LA DÉMOCRATIE CONTRE LA LIBERTÉ
 
par Martin Masse
 
 
          La nature des choses fait que l’État est constamment en crise: crise budgétaire, crise de relations de travail, crise du système de santé, crise de ci et de ça, dépassement de coûts, corruption, scandales, etc. La plupart des articles publiés dans ce magazine visent à expliquer pourquoi les actions de l’État, fondées comme elles le sont sur la coercition et la planification centralisée, ne peuvent logiquement qu’entraîner des effets pervers, contraires aux intentions (même si on les présume bonnes) qui sont censées les motiver.
 
          Ceux qui comprennent la science économique voient bien qu’il est impossible de « mieux planifier » la gestion de l’État et qu’il n’existe qu’une seule solution à ces maux: libéraliser et privatiser, laisser les individus eux-mêmes, dans un contexte où les droits de propriété sont protégés et les échanges ont lieu volontairement dans un marché libre, s’organiser pour répondre à leurs besoins. Une solution évidemment inacceptable pour les étatistes qui cherchent à sauver leurs idéaux et leur pouvoir. 
  
          Après la lutte des classes, l’interventionnisme économique, et toutes les variations sur le thème du collectivisme qu’on nous propose depuis quelques décennies (nationalisme, féminisme, écologisme, multiculturalisme, libération gaie, anarchisme, antimondialisation, etc.) voici donc la nouvelle solution à la mode pour contrer cet état de crise: plus de démocratie. La démocratie semble être devenue la réponse à tout chez les parlotteux du Québec. Lorsque l’État fonctionne mal, c’est parce que nos institutions démocratiques sont mal adaptées à la réalité moderne.

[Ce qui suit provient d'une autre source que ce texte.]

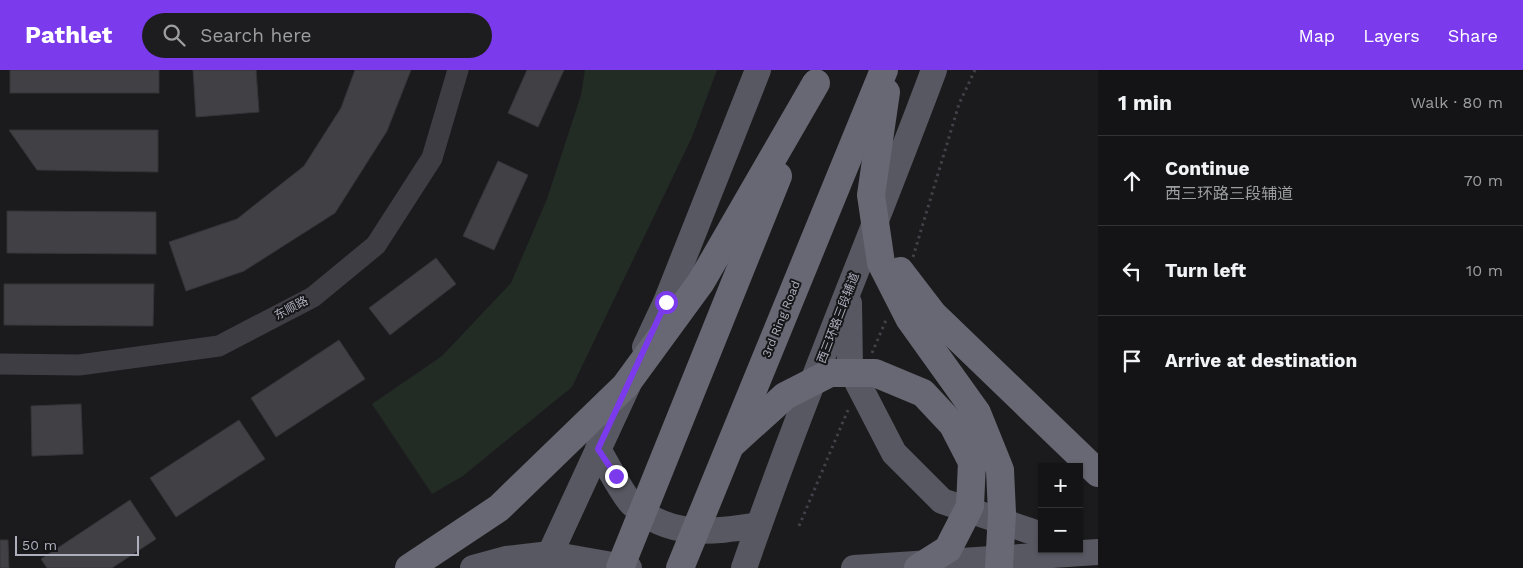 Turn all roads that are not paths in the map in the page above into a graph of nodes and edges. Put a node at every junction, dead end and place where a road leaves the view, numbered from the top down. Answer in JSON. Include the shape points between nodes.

Lorsque le gouvernement prend des décisions impopulaires, c’est parce que la population n’exprime pas assez bien sa volonté démocratique. Si seulement notre démocratie était plus efficace, tout baignerait dans l’huile.  
  
          Depuis deux ans, une coalition d’individus et de groupes favorables à un mode de scrutin proportionnel, le Mouvement pour une démocratie nouvelle (www.democratie-nouvelle.qc.ca), fait campagne dans le but de susciter un débat public sur un projet de réforme du mode de scrutin. Le gouvernement du Québec a répondu en lançant, en septembre dernier, des États généraux sur la réforme des institutions démocratiques (www.pouvoircitoyen.com). Ce comité, sous la présidence de l’ex-dirigeant du Mouvement Desjardins Claude Béland, est présentement en tournée dans les régions de la province.  
  
          Lorsque des étatistes bien-pensants se mettent à promouvoir en si grand nombre une nouvelle solution à la débandade étatique, c’est qu’il y a sûrement de bonnes raisons de s’en méfier.  
  
Un système de plus en plus tyrannique 
  
          Le concept de démocratie a une connotation positive pour presque tout le monde. Il s’oppose à tyrannie, oligarchie, monarchie, hiérarchie, totalitarisme. Historiquement, les démocrates ont été du côté des « bons », des partisans de la liberté, et se sont opposés aux méchants, partisans de tous les systèmes détestables précédemment nommés. Entre un Hitler, un Staline et un politicien social-démocrate démocratiquement élu, on n’aurait aucune hésitation à choisir d’être gouverné par le dernier. Difficile donc, de prime abord, de s’y opposer. Mais il faut voir plus loin que cette première réaction convenue.  
  
          Tout au long du 20e siècle, les démocraties ont toutes connu le même type d’évolution: une croissance inexorable de la taille de l’État. Cela n’est pas le fruit du hasard. La logique démocratique fait en sorte que pour avoir de bonnes chances d’être élus, les politiciens doivent céder aux pressions de divers groupes organisés et influents qui demandent privilèges et redistributions de la richesse à leur profit, en échange d’appuis électoraux. Ceci se fait bien sûr aux dépens des citoyens ordinaires, qui voient leur liberté constamment restreinte, et le fardeau fiscal qu’ils doivent supporter toujours plus élevé. En fait, il est devenu pratiquement impossible pour un politicien de connaître le succès sans être corrompu et sans jouer à ce jeu (voir CORRUPTION POLITIQUE: LE PROBLÈME, C'EST LA DÉMOCRATIE, le QL, no 101). Même si la démocratie est toujours préférable au totalitarisme fasciste ou communiste, elle est devenue un système de plus en plus tyrannique, où la liberté est de moins en moins protégée.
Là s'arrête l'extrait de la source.